Records from a data collection
BEGIN

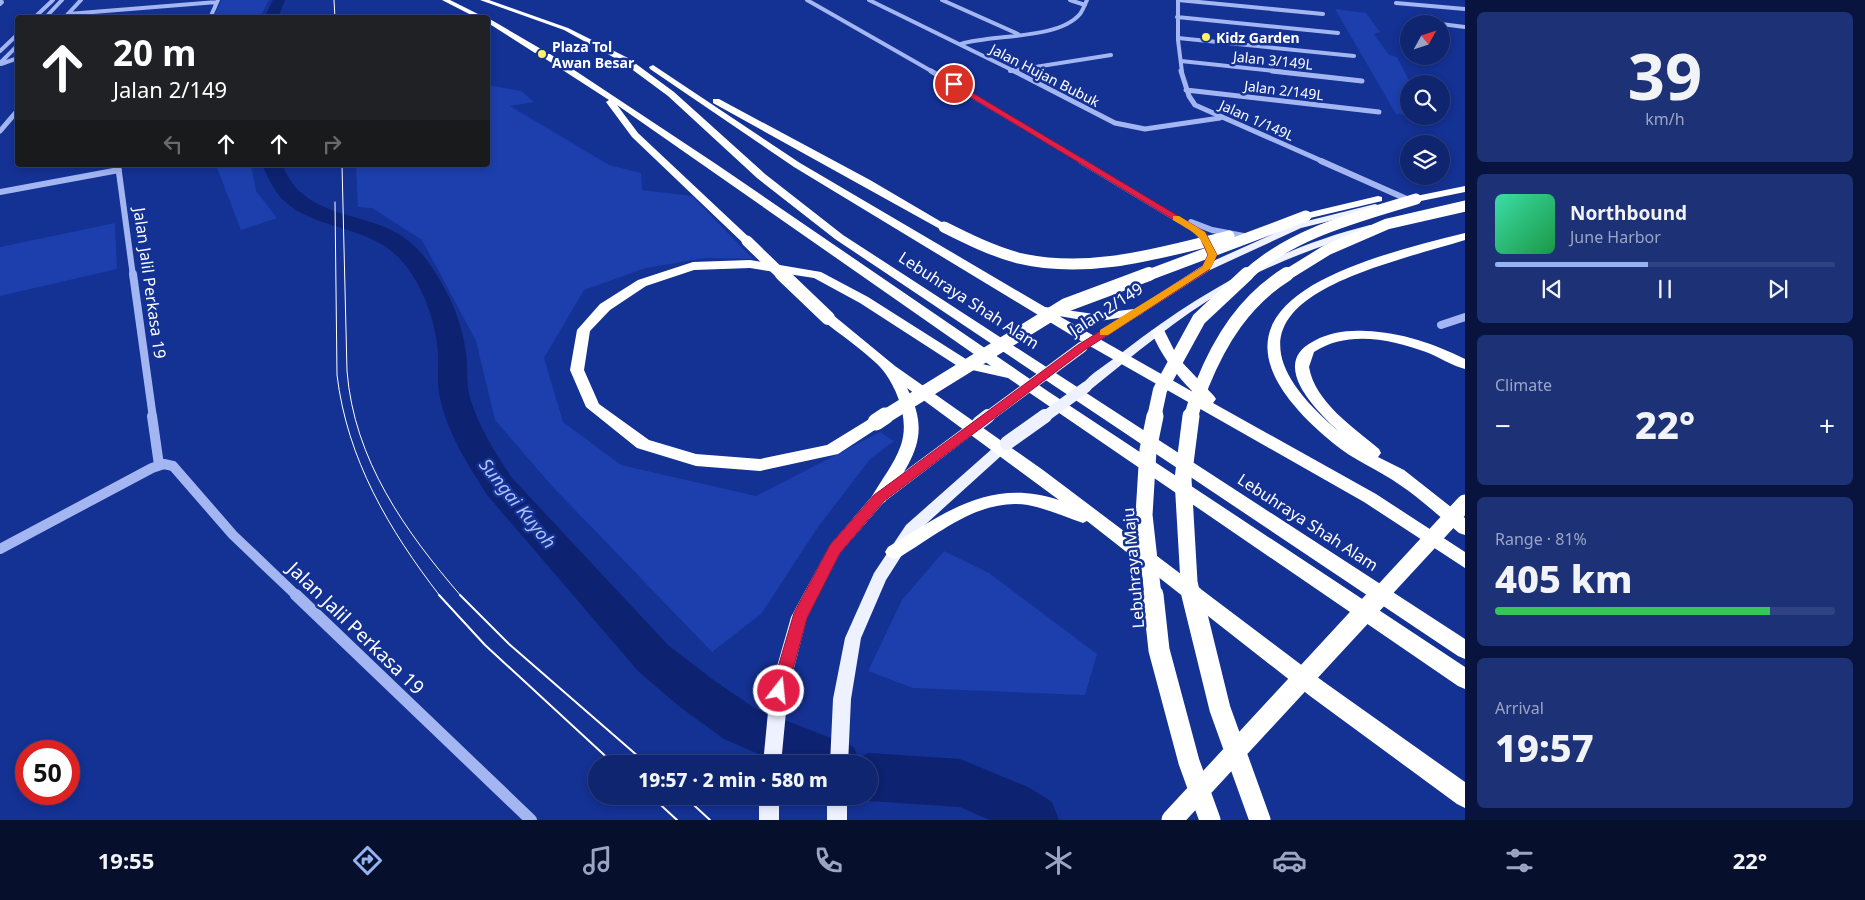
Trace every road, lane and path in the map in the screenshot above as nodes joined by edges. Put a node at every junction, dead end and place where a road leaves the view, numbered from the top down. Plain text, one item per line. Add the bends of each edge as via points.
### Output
1 (53, 0) edge
2 (62, 0) edge
3 (82, 0) edge
4 (445, 0) edge
5 (483, 0) edge
6 (807, 0) edge
7 (870, 0) edge
8 (942, 0) edge
9 (1070, 0) edge
10 (1087, 0) edge
11 (1178, 0) edge
12 (218, 1) edge
13 (492, 1) edge
14 (1396, 3) dead end
15 (1085, 6) junction
16 (1465, 9) edge
17 (1323, 14) dead end
18 (37, 15) edge
19 (48, 15) edge
20 (68, 15) edge
21 (77, 15) edge
22 (211, 15) edge
23 (477, 15) edge
24 (1177, 17) junction
25 (490, 21) edge
26 (1450, 27) edge
27 (1465, 28) edge
28 (1338, 33) dead end
29 (1018, 34) junction
30 (15, 37) edge
31 (1178, 38) junction
32 (961, 44) junction
33 (15, 48) edge
34 (0, 51) edge
35 (12, 51) junction
36 (538, 51) dead end
37 (15, 54) edge
38 (1111, 54) dead end
39 (547, 56) dead end
40 (1354, 56) dead end
41 (15, 57) edge
42 (3, 58) edge
43 (625, 60) junction
44 (1181, 61) junction
45 (0, 64) edge
46 (1010, 71) junction
47 (1362, 81) dead end
48 (684, 89) junction
49 (1186, 90) junction
50 (602, 92) junction
51 (1379, 112) dead end
52 (15, 114) edge
53 (1220, 118) junction
54 (0, 131) edge
55 (119, 167) edge
56 (1465, 188) edge
57 (0, 192) edge
58 (1412, 200) junction
59 (1465, 205) edge
60 (1172, 216) junction
61 (1306, 216) junction
62 (1465, 236) edge
63 (1271, 239) junction
64 (1206, 268) junction
65 (1029, 303) junction
66 (1137, 311) junction
67 (1465, 317) edge
68 (1441, 325) dead end
69 (1158, 331) junction
70 (1087, 344) junction
71 (1120, 362) junction
72 (1465, 365) edge
73 (890, 369) junction
74 (1015, 376) junction
75 (1233, 422) junction
76 (975, 425) junction
77 (1004, 446) junction
78 (156, 466) junction
79 (1405, 480) junction
80 (879, 498) junction
81 (1465, 503) edge
82 (1105, 526) junction
83 (1465, 528) edge
84 (0, 549) edge
85 (894, 552) junction
86 (1465, 561) edge
87 (1465, 650) edge
88 (1465, 678) edge
89 (773, 755) edge
90 (839, 755) edge
91 (1465, 796) edge
92 (769, 805) edge
93 (837, 805) edge
94 (531, 820) edge
95 (769, 820) edge
96 (837, 820) edge
97 (1172, 820) edge
98 (1210, 820) edge
99 (1260, 820) edge

1 - 18 street
2 - 19 street
3 - 20 street
4 - 23 highway
5 - 13 highway, Lebuhraya Shah Alam
6 - 60 street via 908,56
7 - 32 street, Jalan Hujan Bubuk
8 - 29 street
9 - 15 street
10 - 15 street
11 - 17 street
11 - 24 street
12 - 21 street
12 - 22 street
13 - 43 highway, Lebuhraya Shah Alam via 566,29
14 - 16 street
15 - 29 street via 1064,24
24 - 28 street
24 - 31 street
25 - 36 highway
26 - 27 street
29 - 32 street
30 - 34 street
31 - 40 street
31 - 44 street
32 - 46 street, Jalan Hujan Bubuk
33 - 35 street
35 - 37 street
35 - 42 street
38 - 46 street
39 - 50 highway
41 - 45 street
42 - 45 street
43 - 48 highway via 652,66
43 - 87 highway, Lebuhraya Shah Alam via 671,94 761,176 838,237
44 - 47 street, Jalan 3/149L
44 - 49 street
46 - 53 street, Jalan Hujan Bubuk via 1130,128 1144,129
48 - 61 highway, bridge via 715,100 991,250 1030,261 1108,264
48 - 65 highway via 797,165
49 - 51 street, Jalan 2/149L
49 - 53 street, Jalan 1/149L via 1195,105
50 - 73 highway, bridge via 635,135 828,318
50 - 74 highway
52 - 54 street
53 - 58 street, Jalan 1/149L
55 - 57 street
55 - 78 street, Jalan Jalil Perkasa 19
56 - 58 highway, Lebuhraya Maju
58 - 61 highway, bridge via 1378,199
58 - 63 main road, Jalan 2/149 via 1298,226
58 - 98 highway, Lebuhraya Maju, bridge via 1303,238 1260,262 1199,319 1160,390 1148,450 1144,515 1158,640 1189,762
59 - 69 main road via 1367,228 1307,248 1241,277
59 - 99 highway, bridge via 1386,224 1327,250 1278,280 1256,297 1230,330 1213,357 1192,411 1183,479 1189,582 1220,709
60 - 63 street via 1212,230
60 - 64 street via 1202,234 1213,255
61 - 74 highway, bridge via 1066,305 876,422 832,450 760,464 696,460 643,444 593,407 577,370 584,330 605,306 642,283 693,266 750,264 817,276 864,300 964,364
62 - 79 highway via 1354,270 1304,294 1286,310 1272,335 1271,350 1276,368 1288,389 1340,441
63 - 64 main road, Jalan 2/149
64 - 66 main road, Jalan 2/149
65 - 66 highway via 1055,312 1094,318
65 - 70 highway
66 - 70 main road, Jalan 2/149
67 - 68 street
69 - 71 main road
69 - 75 highway via 1164,350 1176,367
70 - 71 highway
70 - 76 main road, Jalan 2/149, bridge
71 - 75 highway
71 - 77 main road, bridge
72 - 79 highway via 1403,341 1362,335 1328,338 1309,349 1303,358 1301,368 1314,396
73 - 76 highway
73 - 80 highway via 910,410 913,431 905,455
74 - 88 highway
75 - 86 highway via 1370,498
76 - 77 highway
76 - 80 main road, Jalan 2/149
77 - 82 highway
77 - 85 main road via 911,529
78 - 84 street
78 - 94 street, Jalan Jalil Perkasa 19 via 173,466 233,535
79 - 83 highway
80 - 89 main road, Jalan 2/149 via 835,549 800,617 779,691
81 - 97 highway, bridge
82 - 85 highway via 1070,510 1030,498 1003,497 972,505
82 - 91 highway via 1317,689
85 - 90 main road via 879,577 853,638 842,699
92 - 95 main road
93 - 96 main road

END

REQUIREMENT:
Repeat the data above in full and exactly. Omit every image.

SOLUTION FOR THIS TASK:
Trace every road, lane and path in the map in the screenshot above as nodes joined by edges. Put a node at every junction, dead end and place where a road leaves the view, numbered from the top down. Plain text, one item per line. Add the bends of each edge as via points.
### Output
1 (53, 0) edge
2 (62, 0) edge
3 (82, 0) edge
4 (445, 0) edge
5 (483, 0) edge
6 (807, 0) edge
7 (870, 0) edge
8 (942, 0) edge
9 (1070, 0) edge
10 (1087, 0) edge
11 (1178, 0) edge
12 (218, 1) edge
13 (492, 1) edge
14 (1396, 3) dead end
15 (1085, 6) junction
16 (1465, 9) edge
17 (1323, 14) dead end
18 (37, 15) edge
19 (48, 15) edge
20 (68, 15) edge
21 (77, 15) edge
22 (211, 15) edge
23 (477, 15) edge
24 (1177, 17) junction
25 (490, 21) edge
26 (1450, 27) edge
27 (1465, 28) edge
28 (1338, 33) dead end
29 (1018, 34) junction
30 (15, 37) edge
31 (1178, 38) junction
32 (961, 44) junction
33 (15, 48) edge
34 (0, 51) edge
35 (12, 51) junction
36 (538, 51) dead end
37 (15, 54) edge
38 (1111, 54) dead end
39 (547, 56) dead end
40 (1354, 56) dead end
41 (15, 57) edge
42 (3, 58) edge
43 (625, 60) junction
44 (1181, 61) junction
45 (0, 64) edge
46 (1010, 71) junction
47 (1362, 81) dead end
48 (684, 89) junction
49 (1186, 90) junction
50 (602, 92) junction
51 (1379, 112) dead end
52 (15, 114) edge
53 (1220, 118) junction
54 (0, 131) edge
55 (119, 167) edge
56 (1465, 188) edge
57 (0, 192) edge
58 (1412, 200) junction
59 (1465, 205) edge
60 (1172, 216) junction
61 (1306, 216) junction
62 (1465, 236) edge
63 (1271, 239) junction
64 (1206, 268) junction
65 (1029, 303) junction
66 (1137, 311) junction
67 (1465, 317) edge
68 (1441, 325) dead end
69 (1158, 331) junction
70 (1087, 344) junction
71 (1120, 362) junction
72 (1465, 365) edge
73 (890, 369) junction
74 (1015, 376) junction
75 (1233, 422) junction
76 (975, 425) junction
77 (1004, 446) junction
78 (156, 466) junction
79 (1405, 480) junction
80 (879, 498) junction
81 (1465, 503) edge
82 (1105, 526) junction
83 (1465, 528) edge
84 (0, 549) edge
85 (894, 552) junction
86 (1465, 561) edge
87 (1465, 650) edge
88 (1465, 678) edge
89 (773, 755) edge
90 (839, 755) edge
91 (1465, 796) edge
92 (769, 805) edge
93 (837, 805) edge
94 (531, 820) edge
95 (769, 820) edge
96 (837, 820) edge
97 (1172, 820) edge
98 (1210, 820) edge
99 (1260, 820) edge

1 - 18 street
2 - 19 street
3 - 20 street
4 - 23 highway
5 - 13 highway, Lebuhraya Shah Alam
6 - 60 street via 908,56
7 - 32 street, Jalan Hujan Bubuk
8 - 29 street
9 - 15 street
10 - 15 street
11 - 17 street
11 - 24 street
12 - 21 street
12 - 22 street
13 - 43 highway, Lebuhraya Shah Alam via 566,29
14 - 16 street
15 - 29 street via 1064,24
24 - 28 street
24 - 31 street
25 - 36 highway
26 - 27 street
29 - 32 street
30 - 34 street
31 - 40 street
31 - 44 street
32 - 46 street, Jalan Hujan Bubuk
33 - 35 street
35 - 37 street
35 - 42 street
38 - 46 street
39 - 50 highway
41 - 45 street
42 - 45 street
43 - 48 highway via 652,66
43 - 87 highway, Lebuhraya Shah Alam via 671,94 761,176 838,237
44 - 47 street, Jalan 3/149L
44 - 49 street
46 - 53 street, Jalan Hujan Bubuk via 1130,128 1144,129
48 - 61 highway, bridge via 715,100 991,250 1030,261 1108,264
48 - 65 highway via 797,165
49 - 51 street, Jalan 2/149L
49 - 53 street, Jalan 1/149L via 1195,105
50 - 73 highway, bridge via 635,135 828,318
50 - 74 highway
52 - 54 street
53 - 58 street, Jalan 1/149L
55 - 57 street
55 - 78 street, Jalan Jalil Perkasa 19
56 - 58 highway, Lebuhraya Maju
58 - 61 highway, bridge via 1378,199
58 - 63 main road, Jalan 2/149 via 1298,226
58 - 98 highway, Lebuhraya Maju, bridge via 1303,238 1260,262 1199,319 1160,390 1148,450 1144,515 1158,640 1189,762
59 - 69 main road via 1367,228 1307,248 1241,277
59 - 99 highway, bridge via 1386,224 1327,250 1278,280 1256,297 1230,330 1213,357 1192,411 1183,479 1189,582 1220,709
60 - 63 street via 1212,230
60 - 64 street via 1202,234 1213,255
61 - 74 highway, bridge via 1066,305 876,422 832,450 760,464 696,460 643,444 593,407 577,370 584,330 605,306 642,283 693,266 750,264 817,276 864,300 964,364
62 - 79 highway via 1354,270 1304,294 1286,310 1272,335 1271,350 1276,368 1288,389 1340,441
63 - 64 main road, Jalan 2/149
64 - 66 main road, Jalan 2/149
65 - 66 highway via 1055,312 1094,318
65 - 70 highway
66 - 70 main road, Jalan 2/149
67 - 68 street
69 - 71 main road
69 - 75 highway via 1164,350 1176,367
70 - 71 highway
70 - 76 main road, Jalan 2/149, bridge
71 - 75 highway
71 - 77 main road, bridge
72 - 79 highway via 1403,341 1362,335 1328,338 1309,349 1303,358 1301,368 1314,396
73 - 76 highway
73 - 80 highway via 910,410 913,431 905,455
74 - 88 highway
75 - 86 highway via 1370,498
76 - 77 highway
76 - 80 main road, Jalan 2/149
77 - 82 highway
77 - 85 main road via 911,529
78 - 84 street
78 - 94 street, Jalan Jalil Perkasa 19 via 173,466 233,535
79 - 83 highway
80 - 89 main road, Jalan 2/149 via 835,549 800,617 779,691
81 - 97 highway, bridge
82 - 85 highway via 1070,510 1030,498 1003,497 972,505
82 - 91 highway via 1317,689
85 - 90 main road via 879,577 853,638 842,699
92 - 95 main road
93 - 96 main road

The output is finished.